*** Opening of MATERIAL SUPPLIED ***

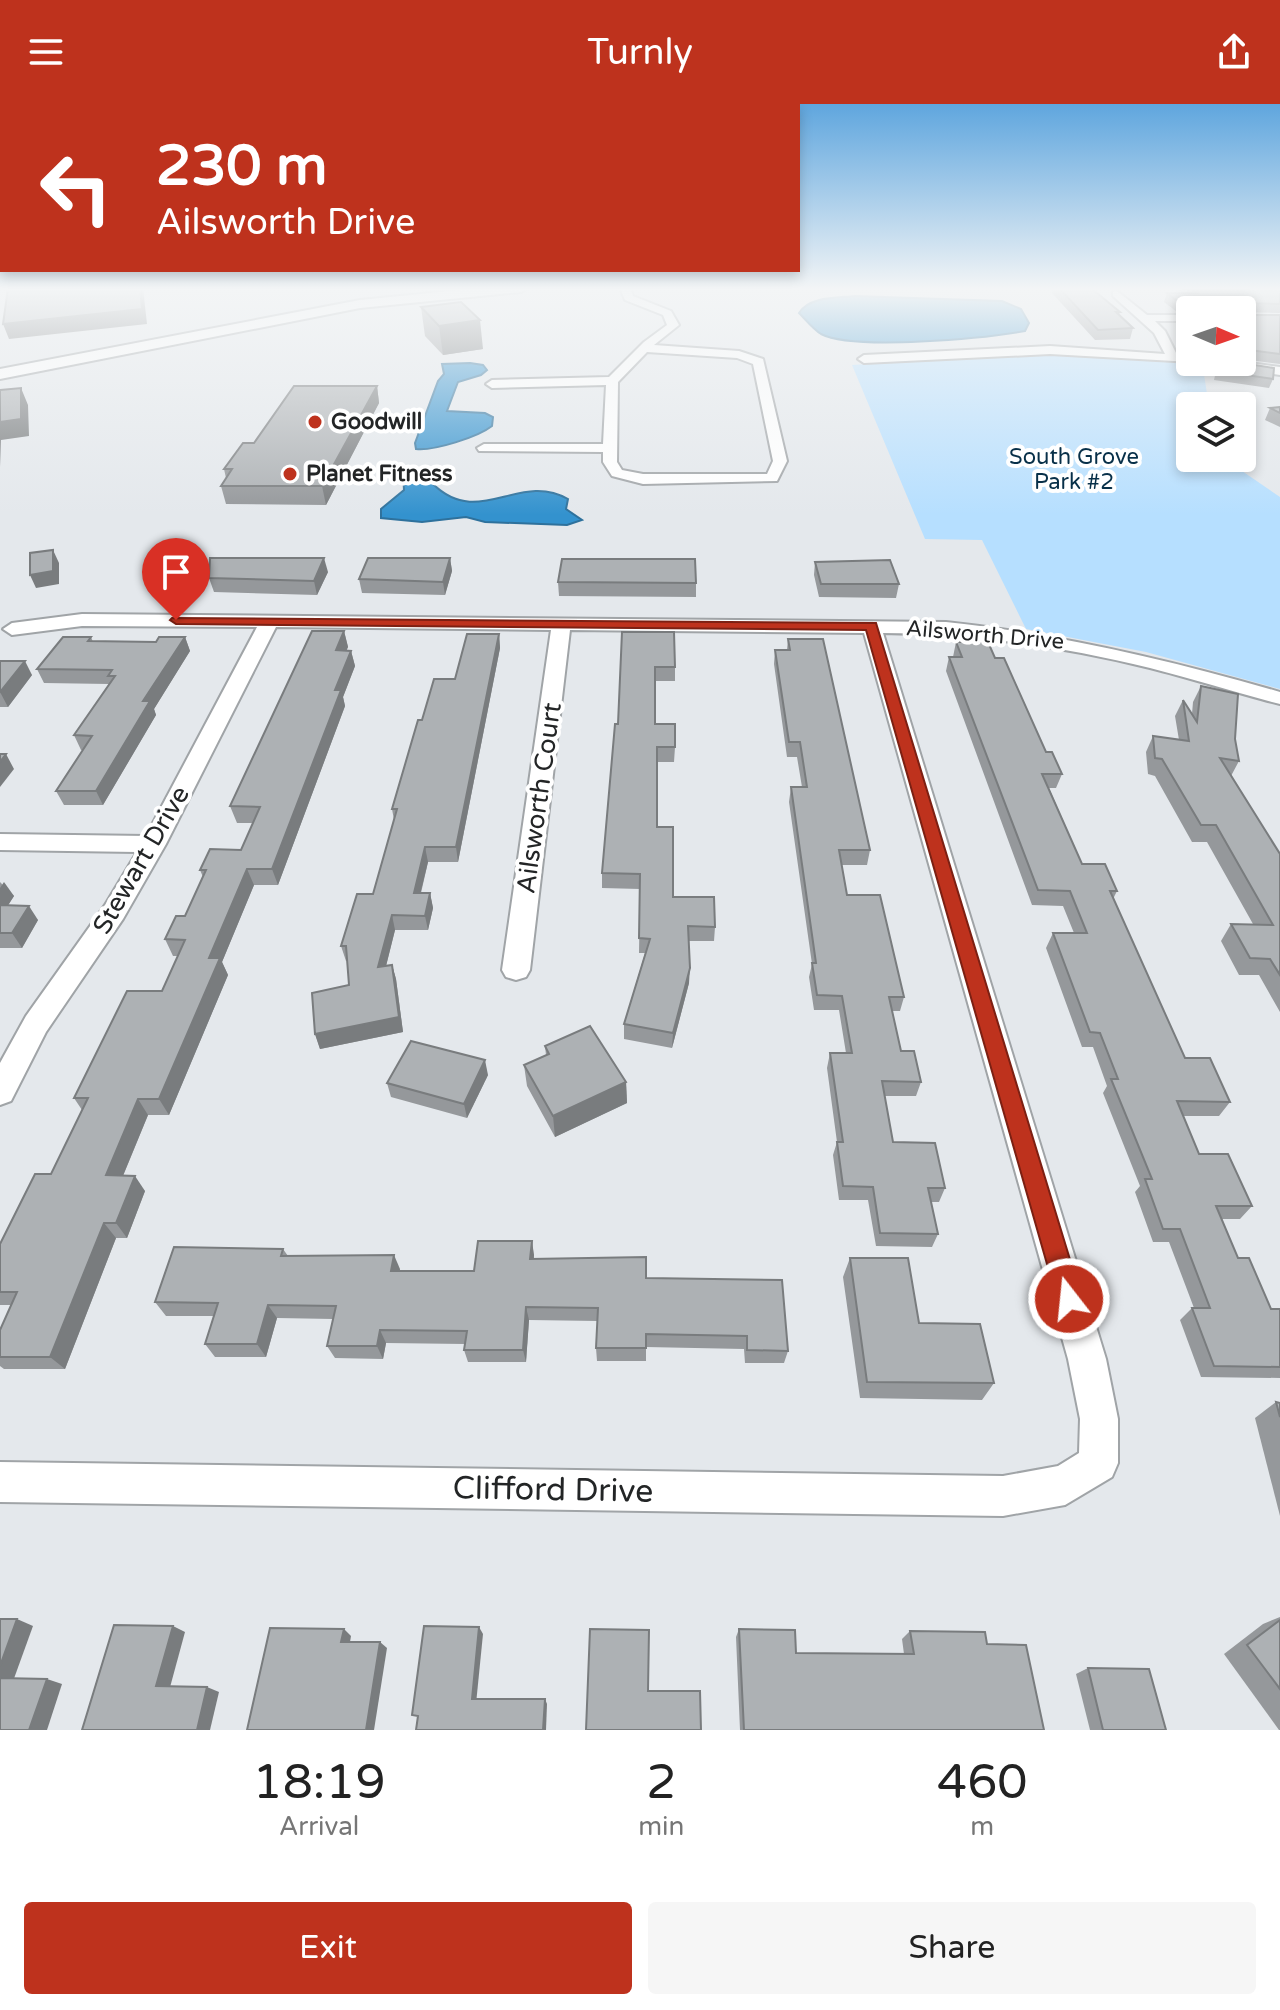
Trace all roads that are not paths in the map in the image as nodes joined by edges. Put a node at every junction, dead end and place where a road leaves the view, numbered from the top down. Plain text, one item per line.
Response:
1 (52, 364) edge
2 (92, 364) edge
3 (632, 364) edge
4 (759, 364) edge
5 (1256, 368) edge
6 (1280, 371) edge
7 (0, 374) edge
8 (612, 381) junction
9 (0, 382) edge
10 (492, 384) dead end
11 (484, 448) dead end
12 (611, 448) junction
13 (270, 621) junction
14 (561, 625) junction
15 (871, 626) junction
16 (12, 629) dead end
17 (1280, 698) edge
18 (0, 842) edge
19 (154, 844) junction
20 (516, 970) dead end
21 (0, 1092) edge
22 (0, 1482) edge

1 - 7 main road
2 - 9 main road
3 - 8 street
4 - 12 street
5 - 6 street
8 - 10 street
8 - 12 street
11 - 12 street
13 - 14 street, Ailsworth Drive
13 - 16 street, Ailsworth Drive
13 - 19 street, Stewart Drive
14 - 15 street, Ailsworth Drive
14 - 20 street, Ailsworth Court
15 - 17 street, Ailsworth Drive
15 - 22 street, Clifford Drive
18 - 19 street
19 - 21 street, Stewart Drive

*** Close of MATERIAL SUPPLIED ***

__PROBLEM STATEMENT__
Every line above must appear in the answer unchanged, and no picture may appear in it.

__EXPECTED OUTPUT__
Trace all roads that are not paths in the map in the image as nodes joined by edges. Put a node at every junction, dead end and place where a road leaves the view, numbered from the top down. Plain text, one item per line.
Response:
1 (52, 364) edge
2 (92, 364) edge
3 (632, 364) edge
4 (759, 364) edge
5 (1256, 368) edge
6 (1280, 371) edge
7 (0, 374) edge
8 (612, 381) junction
9 (0, 382) edge
10 (492, 384) dead end
11 (484, 448) dead end
12 (611, 448) junction
13 (270, 621) junction
14 (561, 625) junction
15 (871, 626) junction
16 (12, 629) dead end
17 (1280, 698) edge
18 (0, 842) edge
19 (154, 844) junction
20 (516, 970) dead end
21 (0, 1092) edge
22 (0, 1482) edge

1 - 7 main road
2 - 9 main road
3 - 8 street
4 - 12 street
5 - 6 street
8 - 10 street
8 - 12 street
11 - 12 street
13 - 14 street, Ailsworth Drive
13 - 16 street, Ailsworth Drive
13 - 19 street, Stewart Drive
14 - 15 street, Ailsworth Drive
14 - 20 street, Ailsworth Court
15 - 17 street, Ailsworth Drive
15 - 22 street, Clifford Drive
18 - 19 street
19 - 21 street, Stewart Drive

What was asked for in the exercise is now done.